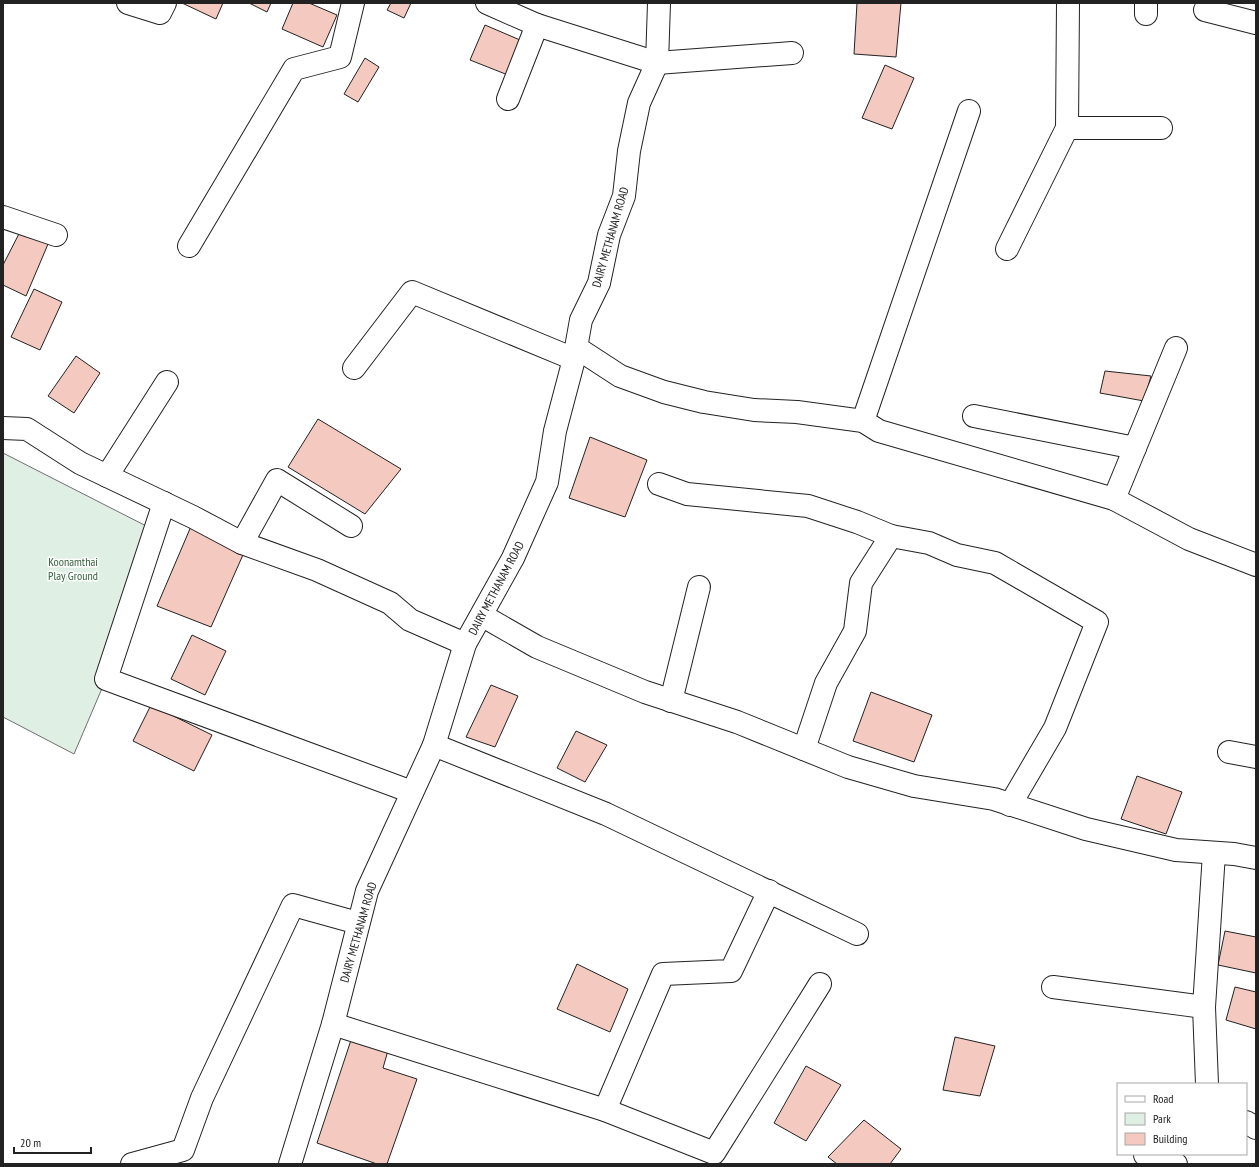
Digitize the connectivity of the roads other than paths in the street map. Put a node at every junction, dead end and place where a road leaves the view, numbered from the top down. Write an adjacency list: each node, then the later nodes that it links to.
1 (128, 3): 2 (street)
2 (165, 3)
3 (353, 3): 18 (street)
4 (487, 3): 9 (street)
5 (659, 3): 11 (street, DAIRY METHANAM ROAD)
6 (1068, 3): 14 (street)
7 (1205, 10): 8 (street)
8 (1256, 23)
9 (537, 25): 11 (street); 12 (street)
10 (792, 53): 11 (street)
11 (657, 63): 21 (street, DAIRY METHANAM ROAD)
12 (508, 99)
13 (969, 111): 25 (street)
14 (1067, 128): 15 (street); 19 (street)
15 (1161, 128)
16 (3, 217): 17 (street)
17 (56, 235)
18 (189, 246)
19 (1007, 249)
20 (1176, 348): 27 (street)
21 (576, 354): 22 (street); 25 (street); 37 (street, DAIRY METHANAM ROAD)
22 (354, 368)
23 (167, 382): 28 (street)
24 (974, 416): 27 (street)
25 (863, 421): 30 (street)
26 (3, 428): 28 (street)
27 (1135, 448): 30 (street)
28 (107, 476): 31 (street)
29 (659, 484): 33 (street)
30 (1114, 499): 35 (street)
31 (164, 503): 34 (street); 44 (street)
32 (351, 526): 34 (street)
33 (891, 536): 41 (street); 45 (street)
34 (242, 543): 38 (street)
35 (1256, 565)
36 (699, 587): 39 (street)
37 (482, 616): 38 (street, DAIRY METHANAM ROAD); 39 (street)
38 (466, 644): 40 (street, DAIRY METHANAM ROAD)
39 (671, 701): 41 (street)
40 (434, 745): 44 (street, DAIRY METHANAM ROAD); 48 (street)
41 (804, 749): 45 (street)
42 (1229, 752): 43 (street)
43 (1256, 758)
44 (412, 792): 49 (street, DAIRY METHANAM ROAD)
45 (1010, 805): 46 (street)
46 (1214, 853): 47 (street); 53 (street)
47 (1256, 858)
48 (768, 891): 50 (street); 56 (street)
49 (358, 923): 54 (street, DAIRY METHANAM ROAD); 60 (street)
50 (857, 934)
51 (820, 984): 56 (street)
52 (1053, 987): 53 (street)
53 (1204, 1008): 55 (street)
54 (333, 1024): 56 (street); 61 (street, DAIRY METHANAM ROAD)
55 (1207, 1083)
56 (605, 1110)
57 (1247, 1123): 58 (street)
58 (1256, 1128)
59 (1145, 1155): 62 (street)
60 (132, 1164)
61 (290, 1164)
62 (1176, 1164)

**Problem details**
Exactly as written above, print every line of the data but not its pictures.

**Task result**
Digitize the connectivity of the roads other than paths in the street map. Put a node at every junction, dead end and place where a road leaves the view, numbered from the top down. Write an adjacency list: each node, then the later nodes that it links to.
1 (128, 3): 2 (street)
2 (165, 3)
3 (353, 3): 18 (street)
4 (487, 3): 9 (street)
5 (659, 3): 11 (street, DAIRY METHANAM ROAD)
6 (1068, 3): 14 (street)
7 (1205, 10): 8 (street)
8 (1256, 23)
9 (537, 25): 11 (street); 12 (street)
10 (792, 53): 11 (street)
11 (657, 63): 21 (street, DAIRY METHANAM ROAD)
12 (508, 99)
13 (969, 111): 25 (street)
14 (1067, 128): 15 (street); 19 (street)
15 (1161, 128)
16 (3, 217): 17 (street)
17 (56, 235)
18 (189, 246)
19 (1007, 249)
20 (1176, 348): 27 (street)
21 (576, 354): 22 (street); 25 (street); 37 (street, DAIRY METHANAM ROAD)
22 (354, 368)
23 (167, 382): 28 (street)
24 (974, 416): 27 (street)
25 (863, 421): 30 (street)
26 (3, 428): 28 (street)
27 (1135, 448): 30 (street)
28 (107, 476): 31 (street)
29 (659, 484): 33 (street)
30 (1114, 499): 35 (street)
31 (164, 503): 34 (street); 44 (street)
32 (351, 526): 34 (street)
33 (891, 536): 41 (street); 45 (street)
34 (242, 543): 38 (street)
35 (1256, 565)
36 (699, 587): 39 (street)
37 (482, 616): 38 (street, DAIRY METHANAM ROAD); 39 (street)
38 (466, 644): 40 (street, DAIRY METHANAM ROAD)
39 (671, 701): 41 (street)
40 (434, 745): 44 (street, DAIRY METHANAM ROAD); 48 (street)
41 (804, 749): 45 (street)
42 (1229, 752): 43 (street)
43 (1256, 758)
44 (412, 792): 49 (street, DAIRY METHANAM ROAD)
45 (1010, 805): 46 (street)
46 (1214, 853): 47 (street); 53 (street)
47 (1256, 858)
48 (768, 891): 50 (street); 56 (street)
49 (358, 923): 54 (street, DAIRY METHANAM ROAD); 60 (street)
50 (857, 934)
51 (820, 984): 56 (street)
52 (1053, 987): 53 (street)
53 (1204, 1008): 55 (street)
54 (333, 1024): 56 (street); 61 (street, DAIRY METHANAM ROAD)
55 (1207, 1083)
56 (605, 1110)
57 (1247, 1123): 58 (street)
58 (1256, 1128)
59 (1145, 1155): 62 (street)
60 (132, 1164)
61 (290, 1164)
62 (1176, 1164)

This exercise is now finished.